Instructions for the task :: Show every line of the data that contains the string "Fishermans".

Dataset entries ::
○ ○ ○ ○
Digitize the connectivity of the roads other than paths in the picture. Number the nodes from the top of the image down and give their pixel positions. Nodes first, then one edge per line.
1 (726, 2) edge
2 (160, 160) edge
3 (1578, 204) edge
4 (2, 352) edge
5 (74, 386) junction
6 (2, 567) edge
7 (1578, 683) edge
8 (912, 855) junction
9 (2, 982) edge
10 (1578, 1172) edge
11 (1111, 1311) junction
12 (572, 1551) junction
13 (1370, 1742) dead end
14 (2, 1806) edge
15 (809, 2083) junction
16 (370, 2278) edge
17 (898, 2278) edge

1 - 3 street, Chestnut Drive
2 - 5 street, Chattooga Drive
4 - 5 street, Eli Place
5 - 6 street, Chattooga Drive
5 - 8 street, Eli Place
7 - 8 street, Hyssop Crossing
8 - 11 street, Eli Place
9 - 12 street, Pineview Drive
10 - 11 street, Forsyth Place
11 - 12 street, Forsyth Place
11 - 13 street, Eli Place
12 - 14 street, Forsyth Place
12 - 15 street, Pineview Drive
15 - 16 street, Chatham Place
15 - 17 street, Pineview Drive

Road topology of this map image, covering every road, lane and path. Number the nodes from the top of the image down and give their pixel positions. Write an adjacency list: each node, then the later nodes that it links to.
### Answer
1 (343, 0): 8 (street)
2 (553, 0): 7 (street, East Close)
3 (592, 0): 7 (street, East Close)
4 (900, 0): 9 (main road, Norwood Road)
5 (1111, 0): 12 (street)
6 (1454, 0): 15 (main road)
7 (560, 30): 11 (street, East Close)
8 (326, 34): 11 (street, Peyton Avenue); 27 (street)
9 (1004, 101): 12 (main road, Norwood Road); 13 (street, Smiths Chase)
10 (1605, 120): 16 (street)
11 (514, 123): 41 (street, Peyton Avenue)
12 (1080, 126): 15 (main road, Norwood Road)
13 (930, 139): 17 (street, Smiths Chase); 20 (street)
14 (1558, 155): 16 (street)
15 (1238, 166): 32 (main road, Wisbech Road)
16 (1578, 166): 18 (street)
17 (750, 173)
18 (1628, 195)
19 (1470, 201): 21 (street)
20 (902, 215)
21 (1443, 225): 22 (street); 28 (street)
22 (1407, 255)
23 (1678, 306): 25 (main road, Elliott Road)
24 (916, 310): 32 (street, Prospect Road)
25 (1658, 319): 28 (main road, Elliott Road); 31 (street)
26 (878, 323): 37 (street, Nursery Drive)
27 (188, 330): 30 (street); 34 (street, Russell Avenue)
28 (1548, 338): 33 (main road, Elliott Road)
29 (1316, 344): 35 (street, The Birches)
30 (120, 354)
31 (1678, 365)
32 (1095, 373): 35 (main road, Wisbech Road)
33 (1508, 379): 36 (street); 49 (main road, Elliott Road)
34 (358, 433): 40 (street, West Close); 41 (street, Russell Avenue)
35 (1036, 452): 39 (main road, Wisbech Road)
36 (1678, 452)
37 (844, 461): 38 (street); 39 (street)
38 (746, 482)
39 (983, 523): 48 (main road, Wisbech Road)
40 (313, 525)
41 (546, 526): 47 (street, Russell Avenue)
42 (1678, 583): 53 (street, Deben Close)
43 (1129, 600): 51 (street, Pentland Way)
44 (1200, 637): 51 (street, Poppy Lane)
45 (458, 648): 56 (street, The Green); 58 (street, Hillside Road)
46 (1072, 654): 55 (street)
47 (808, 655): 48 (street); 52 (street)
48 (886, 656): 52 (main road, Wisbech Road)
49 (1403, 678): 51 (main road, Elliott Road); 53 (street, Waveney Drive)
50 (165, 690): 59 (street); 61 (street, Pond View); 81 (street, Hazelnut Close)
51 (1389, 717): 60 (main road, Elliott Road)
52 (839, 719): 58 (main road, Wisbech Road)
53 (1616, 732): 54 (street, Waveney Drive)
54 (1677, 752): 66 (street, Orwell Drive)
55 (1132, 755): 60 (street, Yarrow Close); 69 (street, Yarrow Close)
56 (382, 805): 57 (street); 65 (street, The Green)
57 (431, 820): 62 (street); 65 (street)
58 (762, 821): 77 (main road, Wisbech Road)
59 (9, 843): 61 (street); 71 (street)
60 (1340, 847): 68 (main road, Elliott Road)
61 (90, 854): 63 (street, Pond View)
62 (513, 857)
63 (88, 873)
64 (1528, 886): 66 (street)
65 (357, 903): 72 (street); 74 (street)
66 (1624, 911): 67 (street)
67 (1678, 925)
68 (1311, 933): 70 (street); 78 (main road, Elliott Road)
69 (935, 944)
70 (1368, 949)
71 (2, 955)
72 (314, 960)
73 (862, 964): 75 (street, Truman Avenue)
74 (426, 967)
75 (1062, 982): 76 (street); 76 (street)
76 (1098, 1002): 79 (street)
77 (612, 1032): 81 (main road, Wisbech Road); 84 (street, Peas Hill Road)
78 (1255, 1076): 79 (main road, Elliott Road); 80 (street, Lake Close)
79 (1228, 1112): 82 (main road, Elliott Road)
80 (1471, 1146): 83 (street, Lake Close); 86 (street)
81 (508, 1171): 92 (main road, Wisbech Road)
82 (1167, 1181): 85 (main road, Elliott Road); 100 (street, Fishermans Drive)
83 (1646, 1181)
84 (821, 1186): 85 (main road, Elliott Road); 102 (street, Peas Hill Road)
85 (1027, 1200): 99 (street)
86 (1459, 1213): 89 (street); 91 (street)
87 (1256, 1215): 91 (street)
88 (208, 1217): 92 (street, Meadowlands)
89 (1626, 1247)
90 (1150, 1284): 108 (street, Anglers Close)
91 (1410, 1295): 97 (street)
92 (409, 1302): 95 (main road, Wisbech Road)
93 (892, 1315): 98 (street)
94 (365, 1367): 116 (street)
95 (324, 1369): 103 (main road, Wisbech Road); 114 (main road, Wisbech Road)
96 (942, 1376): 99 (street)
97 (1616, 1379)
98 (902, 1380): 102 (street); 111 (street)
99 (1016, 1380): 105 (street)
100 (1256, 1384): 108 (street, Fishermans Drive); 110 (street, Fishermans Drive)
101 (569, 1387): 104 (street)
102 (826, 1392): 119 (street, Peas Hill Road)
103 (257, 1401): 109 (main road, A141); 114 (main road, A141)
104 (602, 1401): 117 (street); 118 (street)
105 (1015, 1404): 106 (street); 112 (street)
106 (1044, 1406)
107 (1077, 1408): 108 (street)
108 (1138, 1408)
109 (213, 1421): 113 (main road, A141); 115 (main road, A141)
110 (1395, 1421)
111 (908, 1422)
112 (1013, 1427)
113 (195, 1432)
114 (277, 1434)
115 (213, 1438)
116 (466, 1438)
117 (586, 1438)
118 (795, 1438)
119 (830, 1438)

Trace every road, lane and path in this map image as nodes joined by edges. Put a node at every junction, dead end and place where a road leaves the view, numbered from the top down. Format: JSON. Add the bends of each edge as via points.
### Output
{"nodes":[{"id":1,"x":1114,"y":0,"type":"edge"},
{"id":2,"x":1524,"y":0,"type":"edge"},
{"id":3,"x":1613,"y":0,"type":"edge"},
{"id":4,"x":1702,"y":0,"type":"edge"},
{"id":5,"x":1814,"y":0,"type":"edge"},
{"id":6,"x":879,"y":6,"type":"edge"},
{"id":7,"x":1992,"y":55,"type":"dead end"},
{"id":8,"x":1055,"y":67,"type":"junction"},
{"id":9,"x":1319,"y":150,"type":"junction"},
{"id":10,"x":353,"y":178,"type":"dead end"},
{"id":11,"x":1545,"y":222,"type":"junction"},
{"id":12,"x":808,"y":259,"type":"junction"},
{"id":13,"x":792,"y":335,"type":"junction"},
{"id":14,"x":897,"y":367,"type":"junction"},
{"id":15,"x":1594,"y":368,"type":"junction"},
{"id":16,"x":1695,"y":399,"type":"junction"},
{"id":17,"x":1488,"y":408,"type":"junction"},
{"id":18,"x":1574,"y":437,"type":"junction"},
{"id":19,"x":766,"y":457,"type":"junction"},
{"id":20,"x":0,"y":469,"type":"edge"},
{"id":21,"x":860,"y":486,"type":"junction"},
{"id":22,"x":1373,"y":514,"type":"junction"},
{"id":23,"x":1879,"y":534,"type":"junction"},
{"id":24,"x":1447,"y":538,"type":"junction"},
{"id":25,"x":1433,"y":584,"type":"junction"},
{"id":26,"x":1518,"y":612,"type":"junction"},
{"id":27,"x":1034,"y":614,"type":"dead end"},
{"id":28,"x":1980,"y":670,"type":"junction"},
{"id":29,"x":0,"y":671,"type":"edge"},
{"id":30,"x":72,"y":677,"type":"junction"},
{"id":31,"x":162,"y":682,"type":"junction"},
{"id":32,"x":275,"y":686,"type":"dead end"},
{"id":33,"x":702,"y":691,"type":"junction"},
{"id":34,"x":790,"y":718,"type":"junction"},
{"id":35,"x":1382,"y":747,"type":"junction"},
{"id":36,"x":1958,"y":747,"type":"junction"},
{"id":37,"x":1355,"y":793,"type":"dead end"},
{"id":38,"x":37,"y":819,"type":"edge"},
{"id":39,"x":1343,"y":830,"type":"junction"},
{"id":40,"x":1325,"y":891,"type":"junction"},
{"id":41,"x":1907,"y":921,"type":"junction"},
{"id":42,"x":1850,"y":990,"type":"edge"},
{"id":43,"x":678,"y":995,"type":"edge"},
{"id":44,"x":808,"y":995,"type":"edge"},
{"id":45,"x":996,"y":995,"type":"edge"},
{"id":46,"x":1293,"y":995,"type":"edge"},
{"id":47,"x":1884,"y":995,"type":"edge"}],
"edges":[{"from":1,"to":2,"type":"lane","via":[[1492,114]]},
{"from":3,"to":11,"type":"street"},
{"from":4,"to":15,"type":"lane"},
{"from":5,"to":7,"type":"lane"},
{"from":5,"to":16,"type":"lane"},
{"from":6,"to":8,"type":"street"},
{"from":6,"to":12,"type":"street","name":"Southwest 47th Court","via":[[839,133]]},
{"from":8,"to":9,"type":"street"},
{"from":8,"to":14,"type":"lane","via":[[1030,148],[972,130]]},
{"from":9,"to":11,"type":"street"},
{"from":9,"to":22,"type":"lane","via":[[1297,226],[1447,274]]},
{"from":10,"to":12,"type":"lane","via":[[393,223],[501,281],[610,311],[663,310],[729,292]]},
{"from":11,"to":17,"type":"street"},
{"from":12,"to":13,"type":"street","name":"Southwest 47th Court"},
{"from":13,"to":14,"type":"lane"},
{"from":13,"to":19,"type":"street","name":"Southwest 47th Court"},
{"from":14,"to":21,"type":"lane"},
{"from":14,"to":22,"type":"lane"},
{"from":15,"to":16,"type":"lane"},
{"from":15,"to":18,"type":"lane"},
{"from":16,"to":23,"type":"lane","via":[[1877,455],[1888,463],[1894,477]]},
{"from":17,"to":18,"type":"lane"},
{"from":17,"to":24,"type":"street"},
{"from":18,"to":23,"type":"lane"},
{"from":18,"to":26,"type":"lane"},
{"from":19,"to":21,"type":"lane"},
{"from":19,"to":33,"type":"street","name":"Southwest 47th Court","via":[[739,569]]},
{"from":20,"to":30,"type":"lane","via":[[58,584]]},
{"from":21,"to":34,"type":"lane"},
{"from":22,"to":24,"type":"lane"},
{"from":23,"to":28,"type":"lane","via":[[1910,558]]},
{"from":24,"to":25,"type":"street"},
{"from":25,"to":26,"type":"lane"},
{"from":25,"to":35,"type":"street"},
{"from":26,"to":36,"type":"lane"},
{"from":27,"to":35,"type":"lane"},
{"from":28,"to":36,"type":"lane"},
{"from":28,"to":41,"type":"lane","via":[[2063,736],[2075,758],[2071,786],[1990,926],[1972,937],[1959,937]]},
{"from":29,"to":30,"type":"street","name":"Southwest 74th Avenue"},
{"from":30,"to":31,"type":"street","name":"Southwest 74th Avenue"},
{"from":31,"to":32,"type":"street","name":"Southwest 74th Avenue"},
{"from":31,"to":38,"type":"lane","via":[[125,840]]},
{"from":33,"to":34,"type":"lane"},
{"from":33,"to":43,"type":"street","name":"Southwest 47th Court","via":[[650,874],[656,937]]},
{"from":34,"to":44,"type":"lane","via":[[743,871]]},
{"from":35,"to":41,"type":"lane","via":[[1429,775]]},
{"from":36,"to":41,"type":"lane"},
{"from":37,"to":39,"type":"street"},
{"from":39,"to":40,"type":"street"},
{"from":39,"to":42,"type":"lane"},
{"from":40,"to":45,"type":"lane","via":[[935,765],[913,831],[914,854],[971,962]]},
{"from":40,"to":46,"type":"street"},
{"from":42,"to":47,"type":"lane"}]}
○ ○ ○ ○
Solution for this task ::
82 (1167, 1181): 85 (main road, Elliott Road); 100 (street, Fishermans Drive)
100 (1256, 1384): 108 (street, Fishermans Drive); 110 (street, Fishermans Drive)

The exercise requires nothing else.